Universiteit van Tilburg

Persbericht 8 juni 2011

Acute stress, depressie en angst vergroten kans op hart- en vaatziekten

Acute stress, depressie en angst vergroten de kans op hart- en vaatziekten. Dat stelt hoogleraar Willem Kop op 10 juni in zijn inaugurele rede aan Tilburg University. Kop bracht nieuwe biologische mechanismen in kaart die het verband kunnen verklaren tussen psychologische risicofactoren en hartaandoeningen.

Ieder jaar worden er in Nederland meer dan 25.000 mensen in het ziekenhuis opgenomen met een hartinfarct. Acute psychische stress gaat nogal eens aan infarcten vooraf, zoals extreme boosheid, stress en angst. Deze emoties verhogen de belasting van het hart door verhoogde bloeddruk en hartslagfrequentie. Onderzoek van Willem Kop heeft aangetoond dat deze acute emoties ook allerlei biologische processen beïnvloeden, waaronder de bloedstolling en ontstekingsreacties. Dit is een belangrijke bevinding, omdat deze biologische processen het beloop van hartziekte kunnen versnellen.

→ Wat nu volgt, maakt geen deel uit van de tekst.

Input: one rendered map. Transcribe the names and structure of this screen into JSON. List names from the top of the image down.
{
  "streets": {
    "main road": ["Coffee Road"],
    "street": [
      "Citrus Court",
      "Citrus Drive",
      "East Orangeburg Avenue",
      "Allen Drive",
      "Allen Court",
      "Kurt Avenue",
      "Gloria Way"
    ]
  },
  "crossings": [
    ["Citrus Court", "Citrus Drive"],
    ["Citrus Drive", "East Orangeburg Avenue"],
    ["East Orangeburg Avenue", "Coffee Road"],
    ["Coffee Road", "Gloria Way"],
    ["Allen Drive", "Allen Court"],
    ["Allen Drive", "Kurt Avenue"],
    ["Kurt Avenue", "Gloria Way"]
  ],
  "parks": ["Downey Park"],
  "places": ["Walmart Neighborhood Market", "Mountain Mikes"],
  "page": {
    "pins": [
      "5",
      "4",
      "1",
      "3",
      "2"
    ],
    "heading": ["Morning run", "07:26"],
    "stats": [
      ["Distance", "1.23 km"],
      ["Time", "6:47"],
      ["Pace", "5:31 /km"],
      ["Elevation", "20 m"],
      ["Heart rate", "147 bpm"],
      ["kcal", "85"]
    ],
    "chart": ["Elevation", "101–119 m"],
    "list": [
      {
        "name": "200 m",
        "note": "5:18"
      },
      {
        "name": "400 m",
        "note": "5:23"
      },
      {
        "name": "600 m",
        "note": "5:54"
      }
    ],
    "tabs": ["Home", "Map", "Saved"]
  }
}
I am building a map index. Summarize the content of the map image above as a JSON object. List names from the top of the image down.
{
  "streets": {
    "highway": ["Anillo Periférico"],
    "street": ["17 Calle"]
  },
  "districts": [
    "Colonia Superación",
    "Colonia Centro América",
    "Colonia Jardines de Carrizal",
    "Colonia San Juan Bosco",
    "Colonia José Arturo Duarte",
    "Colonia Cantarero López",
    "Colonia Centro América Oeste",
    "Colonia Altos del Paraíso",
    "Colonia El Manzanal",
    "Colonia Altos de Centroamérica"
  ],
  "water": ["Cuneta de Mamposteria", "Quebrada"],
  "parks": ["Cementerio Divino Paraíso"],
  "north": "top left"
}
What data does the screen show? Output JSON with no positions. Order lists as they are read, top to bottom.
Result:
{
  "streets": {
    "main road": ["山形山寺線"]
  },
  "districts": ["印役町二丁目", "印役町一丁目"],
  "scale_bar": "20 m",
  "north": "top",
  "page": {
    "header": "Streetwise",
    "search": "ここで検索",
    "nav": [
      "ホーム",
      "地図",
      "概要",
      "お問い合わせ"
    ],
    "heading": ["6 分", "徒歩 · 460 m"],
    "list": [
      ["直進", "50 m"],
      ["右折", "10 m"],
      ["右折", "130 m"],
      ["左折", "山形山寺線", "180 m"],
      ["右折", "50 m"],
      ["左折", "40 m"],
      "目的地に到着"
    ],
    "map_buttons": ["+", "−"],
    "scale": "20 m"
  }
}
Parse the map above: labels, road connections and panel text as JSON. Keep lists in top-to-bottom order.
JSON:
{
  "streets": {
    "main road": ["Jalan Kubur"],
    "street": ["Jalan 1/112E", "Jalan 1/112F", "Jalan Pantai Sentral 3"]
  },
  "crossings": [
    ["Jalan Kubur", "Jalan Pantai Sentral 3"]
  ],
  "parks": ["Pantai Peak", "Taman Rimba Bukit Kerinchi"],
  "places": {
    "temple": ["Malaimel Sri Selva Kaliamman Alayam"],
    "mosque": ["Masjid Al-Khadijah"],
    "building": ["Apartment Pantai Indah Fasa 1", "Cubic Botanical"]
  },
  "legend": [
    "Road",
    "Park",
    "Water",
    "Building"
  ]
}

Iemand in stabiele toestand kan toch ineens een hartinfarct krijgen als gevolg van bijvoorbeeld een tijdelijke vernauwing van een kransslagader, een bloedprop of het loslaten van een stukje kransslagaderplaque.

Ook langdurige emotionele problemen kunnen het risico op een hartinfarct verhogen, bijvoorbeeld doordat de aderverkalking in de kransslagaders sneller toeneemt. In Nederland zijn de meest onderzochte chronische psychologische risicofactoren depressie, vitale uitputting, angst en persoonlijkheidskenmerken zoals Type D (de 'binnenvetter') en vijandigheid. Daarnaast zijn sociale factoren van belang, waaronder een laag inkomen, weinig opleiding, discriminatie en sociale isolatie. Kop heeft de biologische processen onderzocht die met deze chronische psychosociale risicofactoren samenhangen, zoals bloedstollingsfactoren, ontstekingsreacties en stresshormonen.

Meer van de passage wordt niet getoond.